Deine Meinung in allen Ehren, aber ich weiß nicht, ich halte das nicht für zielführend.
Soll ich wirklich sagen: "Ahh, der Amokläufer mit der Machete hat zum Glück nur 3 Leute erwischt, während Tim K. mit seiner Beretta 16 Personen getötet hat?

Dann lässt sich dieses Argumenationsschema auch dahingehend ausweitend, dass man feststellt, "Oh, aber mit einer Pistole ist es doch viel schmerzloser als mit einer Machete!"

Nein, sorry, da lasse ich mich nicht überzeugen, es spielt vlt. bei einem Unfall eine Rolle, aber bei einem Amoklauf  - selbst wenn das einzige Opfer der Täter selbst ist - ist die Anzahl der Toten vernachlässigbar, denn Opfer sind in dem Fall *alle* Beteiligten.

Wenn man z.B. Erfurt weiter verfolgt hat, weiß man, dass die beteiligten Lehrer und Schüler bis heute teilweise zutiefst traumatisiert sind.


----------



## Bonkic (23. März 2009)

*AW: x*



			
				Spassbremse am 23.03.2009 11:28 schrieb:
			
		

> Bonkic am 23.03.2009 11:05 schrieb:
> 
> 
> 
> ...





entweder reden wir aneinander vorbei und merken es nicht, oder deine einstellung ist wirklich höchst merkwürdig.


----------



## SCUX (23. März 2009)

*AW: x*

ihr Linsen sortierende Erbsenspalter   
der eine meint das man ein einzelnes Leben nicht gegen viele Leben aufwiegen kann,
und der andere sagt halt das es rein gefühlsmäßig schlimmer ist wenn jemand 15 Leutz auf dem Gewissen hat....

so ist das wenn beide Recht haben, meine Herrn Moderatoren


----------



## Spassbremse (23. März 2009)

*AW: x*



			
				Bonkic am 23.03.2009 11:33 schrieb:
			
		

> entweder reden wir aneinander vorbei und merken es nicht, oder deine einstellung ist wirklich höchst merkwürdig.



...würde ich jetzt genauso polemisch reagieren, würde ich Dir unterstellen, dass Du anscheinend nicht in der Lage bist, meinen Ausführungen zu folgen... 

Aber noch einmal die Kurzfassung:

Es spielt keine Rolle, wieviele Tote es bei einem Amoklauf gibt, da jeder Tote/Verletzte, bereits einer zuviel ist.
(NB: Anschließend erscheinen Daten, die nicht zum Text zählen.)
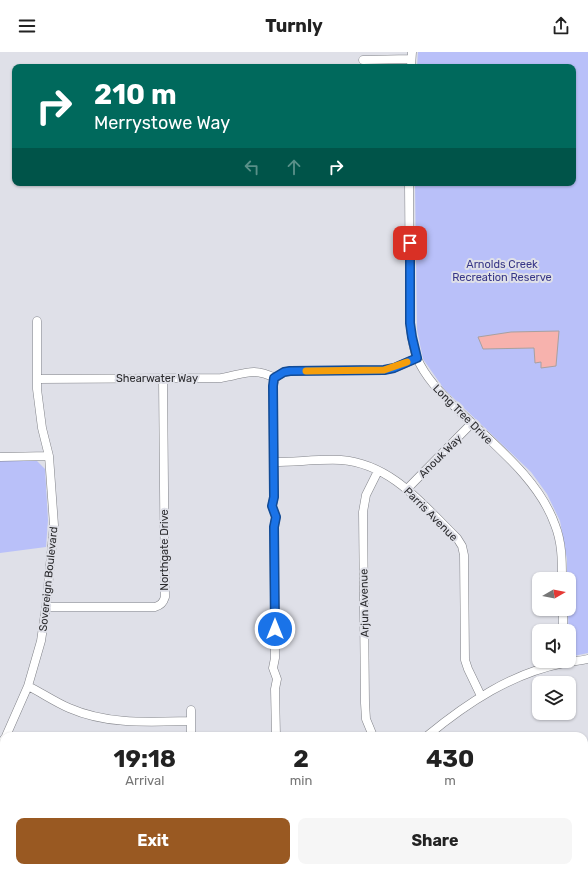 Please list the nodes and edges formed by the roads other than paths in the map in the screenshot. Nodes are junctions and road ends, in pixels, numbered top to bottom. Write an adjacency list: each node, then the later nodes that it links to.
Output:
1 (411, 59): 2 (street)
2 (363, 60)
3 (409, 186): 5 (street, Long Tree Drive)
4 (37, 321): 8 (street, Sovereign Boulevard)
5 (417, 358): 7 (street); 9 (street, Long Tree Drive)
6 (163, 378): 7 (street, Shearwater Way); 8 (street, Shearwater Way); 16 (street, Northgate Drive)
7 (274, 378): 12 (street)
8 (37, 379): 10 (street, Sovereign Boulevard)
9 (472, 423): 14 (street, Anouk Way); 15 (street, Long Tree Drive)
10 (49, 456): 11 (street); 16 (street, Sovereign Boulevard)
11 (0, 457)
12 (274, 462): 13 (street, Parris Avenue); 26 (street)
13 (378, 471): 14 (street, Parris Avenue); 27 (street, Arjun Avenue)
14 (408, 489): 21 (street, Parris Avenue)
15 (562, 572)
16 (46, 607): 20 (street, Sovereign Boulevard)
17 (588, 659): 18 (street)
18 (576, 660)
19 (546, 668): 21 (street)
20 (28, 686): 23 (street); 24 (street, Sovereign Boulevard)
21 (481, 696): 28 (street)
22 (191, 710): 23 (street)
23 (191, 721): 25 (street)
24 (8, 732)
25 (191, 732)
26 (276, 732)
27 (371, 732)
28 (432, 732)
Ein Amoklauf wird dadurch nicht weniger schrecklich, nur weil es weniger Tote gegeben hat - jeder Amoklauf verursacht bei den Beteiligten schwere Traumata, die diese oft jahre- wenn nicht lebenslang verfolgen(vgl. dazu Studien zu traumatisierten Soldaten, Kriegskindern, etc. !): ein Bewaffneter dringt in einen vermeintlich sicheren, geschützten Bereich (Schule) ein, und schießt in Tötungsabsicht wild um sich. 

Und genau aus diesem Grund verstehe ich nicht, wie irgendjemand da ernsthaft über Schusswaffen und "Killerspiele" diskutieren kann, das führt doch am eigentlichen Problem VÖLLIG vorbei.

...und jetzt wüßte ich gerne von Dir, was Dir an meiner Einstellung "höchst merkwürdig" erscheint...


----------



## HanFred (23. März 2009)

*AW: x*



			
				Spassbremse am 23.03.2009 11:48 schrieb:
			
		

> Und genau aus diesem Grund verstehe ich nicht, wie irgendjemand da ernsthaft über Schusswaffen und "Killerspiele" diskutieren kann, das führt doch am eigentlichen Problem VÖLLIG vorbei.


sowieso.


----------



## Bonkic (23. März 2009)

*AW: x*



> Es spielt keine Rolle, wieviele Tote es bei einem Amoklauf gibt, da jeder Tote/Verletzte, bereits einer zuviel ist. Ein Amoklauf wird dadurch nicht weniger schrecklich, nur weil es weniger Tote gegeben hat - jeder Amoklauf verursacht bei den Beteiligten schwere Traumata, die diese oft jahre- wenn nicht lebenslang verfolgen(vgl. dazu Studien zu Kriegszeugen!): ein Bewaffneter dringt in einen vermeintlich sicheren, geschützten Bereich (Schule) ein, und schießt in Tötungsabsicht wild um sich.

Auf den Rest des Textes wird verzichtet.